Rabu, 19 April 2017


Pahami 17 Mata Pelajaran, Baru Pilih Jurusan

Ida Setyorini
Kompas.com - 26/04/2013, 10:39 WIB
KOMPAS.com - Ketika masuk SMA, siswa menghadapi pilihan masuk jurusan IPA atau IPS. Penjurusan ini biasanya berdasarkan minat dan pilihan siswa, walaupun ada yang masuk jurusan tertentu karena nilainya bagus atau atas saran orangtua dan guru.
Bagi siswa, apa pun jurusan yang mereka pilih harus sesuai dengan minat mereka. Alasannya, jika sesuai dengan minat, mereka akan lebih mudah mempelajari materi pelajaran. Sekalipun nilai mereka cukup dan bagus untuk masuk jurusan tertentu, tetapi jika jurusan itu bertentangan dengan minat, mereka pun bakal kesulitan.

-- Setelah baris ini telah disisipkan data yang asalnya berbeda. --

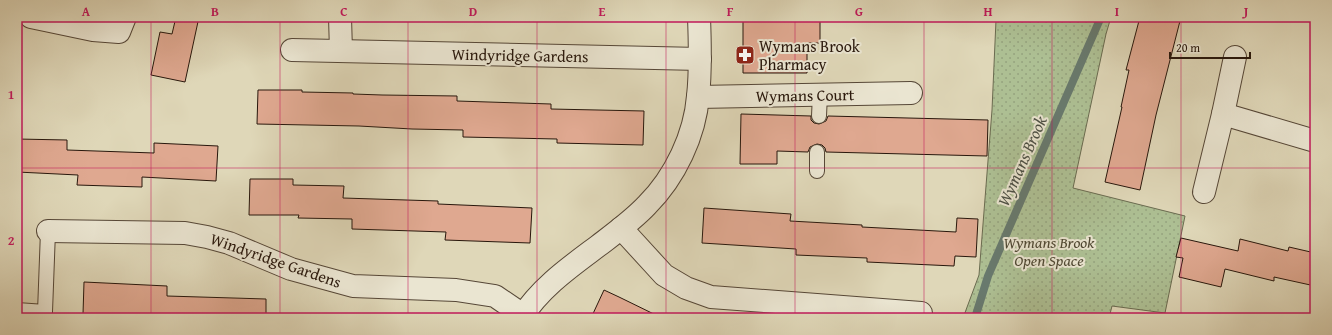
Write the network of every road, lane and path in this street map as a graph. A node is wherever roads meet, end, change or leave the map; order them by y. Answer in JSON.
{"nodes":[{"id":1,"x":31,"y":17,"type":"edge"},
{"id":2,"x":126,"y":17,"type":"edge"},
{"id":3,"x":340,"y":17,"type":"edge"},
{"id":4,"x":699,"y":17,"type":"edge"},
{"id":5,"x":292,"y":50,"type":"dead end"},
{"id":6,"x":341,"y":51,"type":"junction"},
{"id":7,"x":1235,"y":58,"type":"dead end"},
{"id":8,"x":700,"y":59,"type":"junction"},
{"id":9,"x":911,"y":92,"type":"dead end"},
{"id":10,"x":820,"y":94,"type":"junction"},
{"id":11,"x":698,"y":97,"type":"junction"},
{"id":12,"x":1223,"y":114,"type":"junction"},
{"id":13,"x":819,"y":116,"type":"dead end"},
{"id":14,"x":1315,"y":141,"type":"edge"},
{"id":15,"x":817,"y":152,"type":"dead end"},
{"id":16,"x":817,"y":171,"type":"dead end"},
{"id":17,"x":1204,"y":192,"type":"dead end"},
{"id":18,"x":621,"y":228,"type":"junction"},
{"id":19,"x":48,"y":231,"type":"joint"},
{"id":20,"x":17,"y":310,"type":"edge"},
{"id":21,"x":805,"y":312,"type":"edge"},
{"id":22,"x":920,"y":313,"type":"dead end"},
{"id":23,"x":522,"y":316,"type":"edge"}],
"edges":[{"from":1,"to":2,"type":"street"},
{"from":3,"to":6,"type":"street"},
{"from":4,"to":8,"type":"street","name":"Windyridge Gardens"},
{"from":5,"to":6,"type":"street","name":"Windyridge Gardens"},
{"from":6,"to":8,"type":"street","name":"Windyridge Gardens"},
{"from":7,"to":12,"type":"street"},
{"from":8,"to":11,"type":"street","name":"Windyridge Gardens"},
{"from":9,"to":10,"type":"street","name":"Wymans Court"},
{"from":10,"to":11,"type":"street","name":"Wymans Court"},
{"from":10,"to":13,"type":"lane"},
{"from":11,"to":18,"type":"street","name":"Windyridge Gardens"},
{"from":12,"to":14,"type":"street"},
{"from":12,"to":17,"type":"street"},
{"from":15,"to":16,"type":"lane"},
{"from":18,"to":21,"type":"street"},
{"from":18,"to":23,"type":"street","name":"Windyridge Gardens"},
{"from":19,"to":20,"type":"lane"},
{"from":19,"to":23,"type":"street","name":"Windyridge Gardens"},
{"from":21,"to":22,"type":"street"}]}
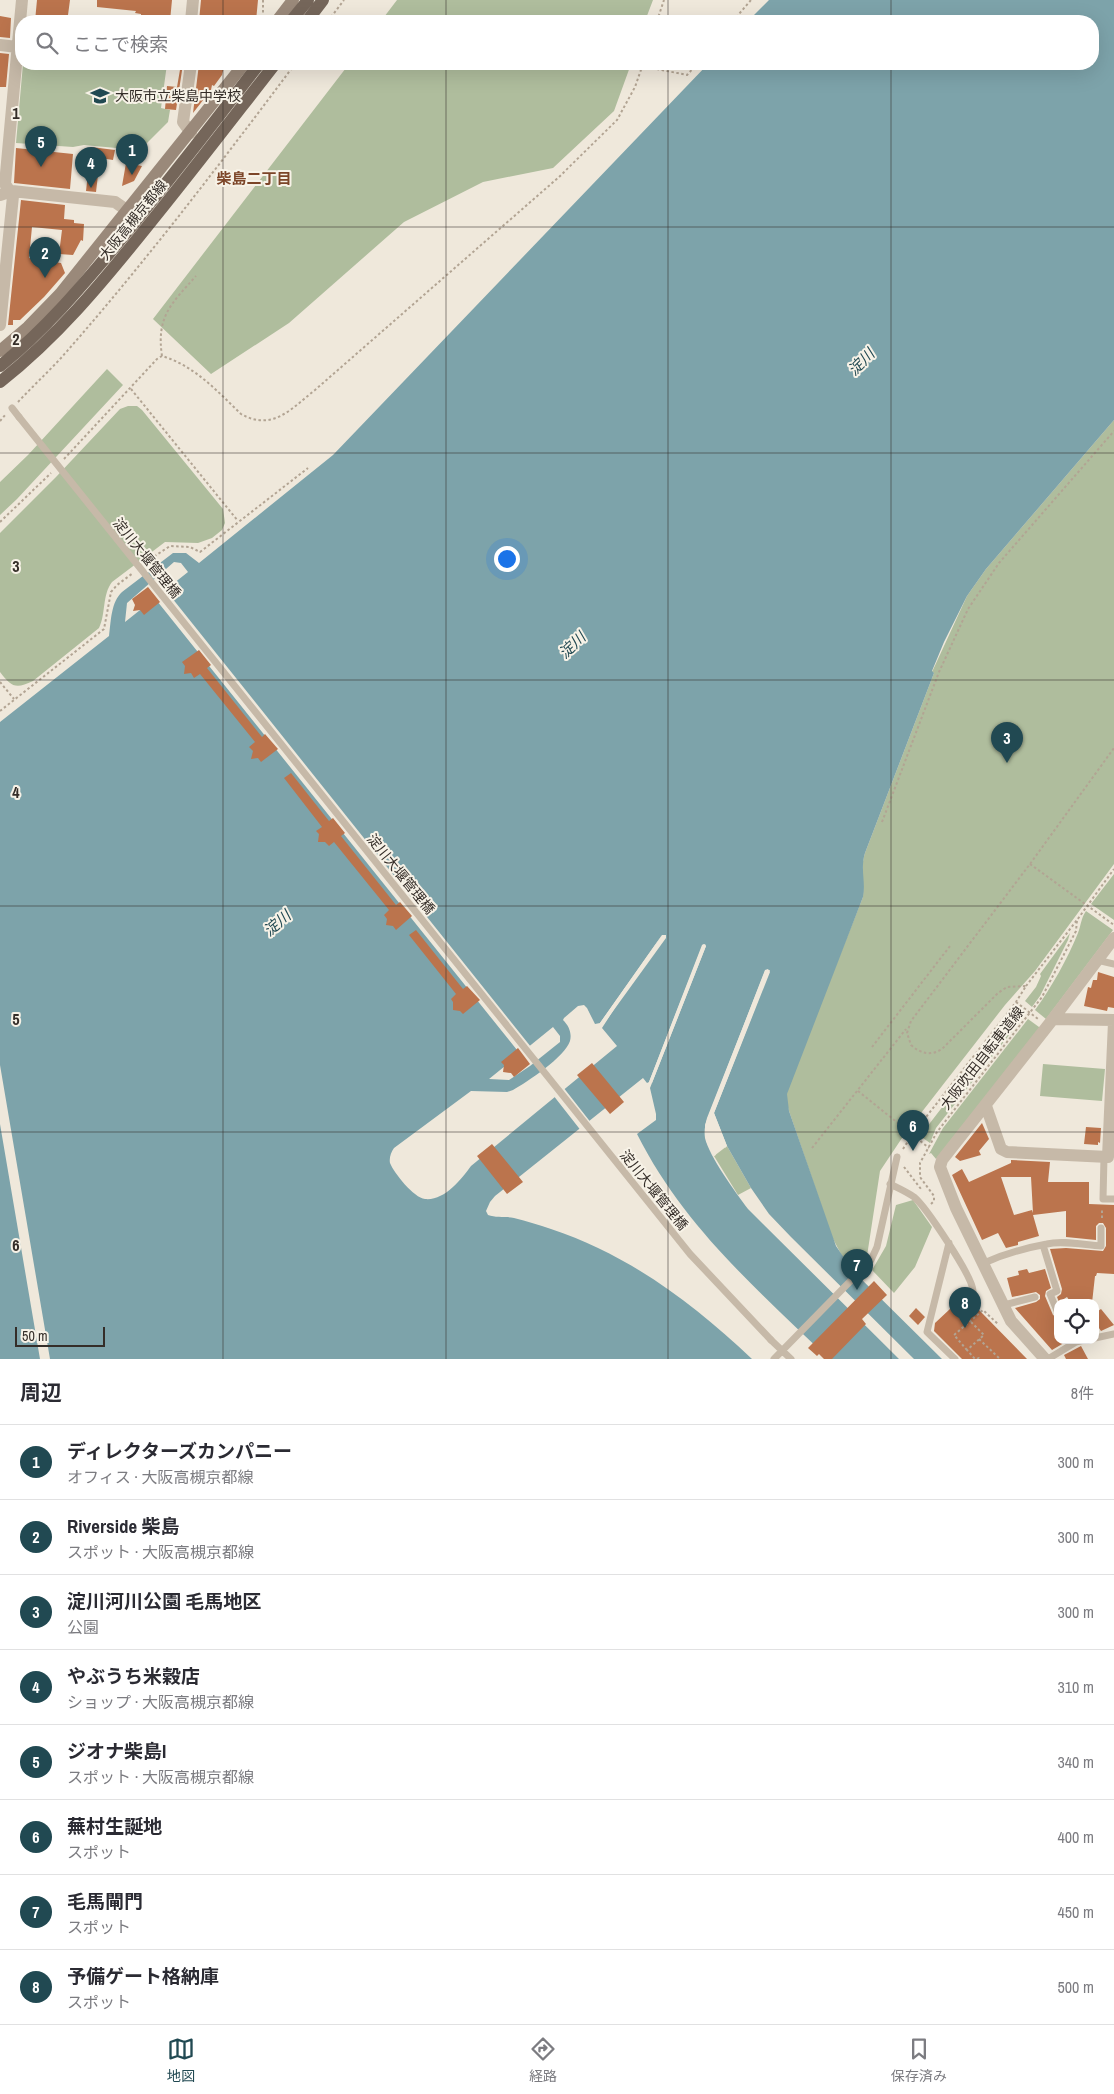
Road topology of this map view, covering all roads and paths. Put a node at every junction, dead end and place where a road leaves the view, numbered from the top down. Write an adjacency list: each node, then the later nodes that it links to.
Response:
1 (22, 0): 10 (street)
2 (193, 0): 11 (street)
3 (262, 0): 12 (path)
4 (293, 0): 13 (street)
5 (308, 0): 14 (main road)
6 (323, 0): 15 (main road)
7 (344, 0): 16 (path)
8 (664, 0): 17 (path)
9 (751, 0): 18 (path)
10 (20, 15)
11 (192, 15)
12 (263, 15)
13 (282, 15)
14 (296, 15)
15 (312, 15)
16 (333, 15)
17 (659, 15)
18 (738, 15)
19 (0, 45): 20 (street)
20 (15, 47)
21 (15, 60): 30 (street)
22 (190, 70): 31 (street)
23 (239, 70): 31 (street)
24 (254, 70): 39 (main road, 大阪高槻京都線)
25 (270, 70): 40 (main road, 大阪高槻京都線)
26 (291, 70): 42 (path)
27 (640, 70): 38 (path)
28 (664, 70): 29 (path)
29 (692, 70)
30 (6, 120): 32 (street)
31 (191, 133): 33 (street)
32 (4, 193): 33 (street); 34 (street)
33 (128, 211): 37 (street)
34 (3, 267): 36 (street)
35 (196, 276): 38 (path)
36 (0, 325)
37 (1, 347)
38 (162, 356): 41 (path)
39 (0, 366)
40 (0, 382)
41 (131, 389): 45 (path); 48 (path)
42 (12, 408): 43 (path); 97 (lane, 淀川大堰管理橋, bridge)
43 (0, 421)
44 (1114, 431): 52 (path)
45 (61, 462)
46 (55, 469): 47 (path)
47 (0, 522)
48 (239, 522)
49 (0, 682): 50 (path)
50 (14, 700)
51 (1114, 748): 53 (path)
52 (882, 822)
53 (1030, 864): 55 (path); 67 (path)
54 (1114, 869): 55 (path, 大阪吹田自転車道線)
55 (1087, 906): 56 (path, 大阪吹田自転車道線); 57 (path)
56 (1077, 920): 62 (path, 大阪吹田自転車道線); 64 (path, 大阪吹田自転車道線)
57 (1114, 925)
58 (1114, 938): 60 (street)
59 (950, 946): 68 (path)
60 (1096, 960): 61 (lane); 66 (street)
61 (1114, 964)
62 (1026, 986): 63 (path, 大阪吹田自転車道線); 67 (path, 大阪吹田自転車道線)
63 (1016, 1002): 64 (path); 71 (path, 大阪吹田自転車道線)
64 (1030, 1013): 66 (path); 73 (path, 大阪吹田自転車道線)
65 (1114, 1021): 66 (street); 75 (street)
66 (1050, 1023): 70 (street)
67 (908, 1027): 69 (path)
68 (872, 1047)
69 (858, 1091): 71 (path); 72 (path)
70 (986, 1106): 75 (street); 84 (street)
71 (912, 1134): 73 (path); 74 (path, 大阪吹田自転車道線)
72 (812, 1148)
73 (929, 1148): 80 (path, 大阪吹田自転車道線)
74 (897, 1157): 76 (lane); 77 (path)
75 (1104, 1157): 78 (lane)
76 (890, 1184): 82 (lane); 97 (lane)
77 (926, 1196)
78 (1103, 1199): 79 (lane); 81 (path)
79 (1114, 1199)
80 (931, 1204)
81 (1102, 1228): 83 (lane)
82 (949, 1243): 85 (lane); 101 (lane)
83 (1043, 1245): 84 (lane); 87 (lane)
84 (984, 1263): 88 (street)
85 (973, 1292)
86 (1036, 1297): 88 (lane)
87 (1054, 1304)
88 (1004, 1305): 104 (street)
89 (952, 1310): 91 (path)
90 (971, 1322): 91 (path); 92 (path); 95 (path)
91 (967, 1325): 98 (path)
92 (1001, 1327)
93 (1114, 1334): 94 (lane)
94 (1099, 1337)
95 (979, 1339): 98 (path); 103 (path)
96 (1070, 1344): 104 (lane)
97 (780, 1348): 99 (lane); 100 (lane, 淀川大堰管理橋)
98 (967, 1350): 102 (path)
99 (774, 1359)
100 (791, 1359)
101 (954, 1359)
102 (978, 1359)
103 (1000, 1359)
104 (1046, 1359)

”Pilihan itu harus sesuai dengan minat dan kemampuan siswa karena mereka yang menjalani. Penjurusan biasanya terkait pilihan melanjutkan studi setelah SMA,” kata Adinda Putri (15), siswa kelas X SMA Negeri 6 Bulungan, Jakarta Selatan, Rabu (24/4). Dia berencana masuk IPA karena ingin kuliah di fakultas kedokteran.
Rekannya, Mutiara Airin (15), sejak awal ingin masuk IPS. Alasannya, dia suka dengan pelajaran-pelajaran IPS. ”Dari awal saya tidak ingin belajar di IPA,” kata Airin.
Begitu pula Indira Rizkita (15). Dia akan memilih IPS karena ingin kuliah di fakultas ekonomi. ”Saya pengin menjadi akuntan.”
Menurut Airin dan Indira, semula teman-teman mereka banyak yang ingin mengambil jurusan IPA karena menganggap lebih banyak pilihan untuk mengambil bidang studi selanjutnya. Namun, belakangan banyak pula yang berganti pilihan ke IPS.
”Pelajaran di bidang IPA ternyata makin sulit dan terasa berat. Itu menuntut kami belajar terus. Makanya banyak yang mau ke IPS karena lebih santai sedikit,” kata Airin.
Sebagai siswa tahun pertama SMA, siswa kelas X mendapat 17 pelajaran dalam satu semester, antara lain Bahasa Indonesia, Bahasa Inggris, Matematika, Biologi, Fisika, Kimia, Pendidikan Agama, Pendidikan Kewarganegaraan, Sejarah, Sosiologi, Ekonomi, Geografi, Bahasa Perancis, Komputer, dan muatan lokal.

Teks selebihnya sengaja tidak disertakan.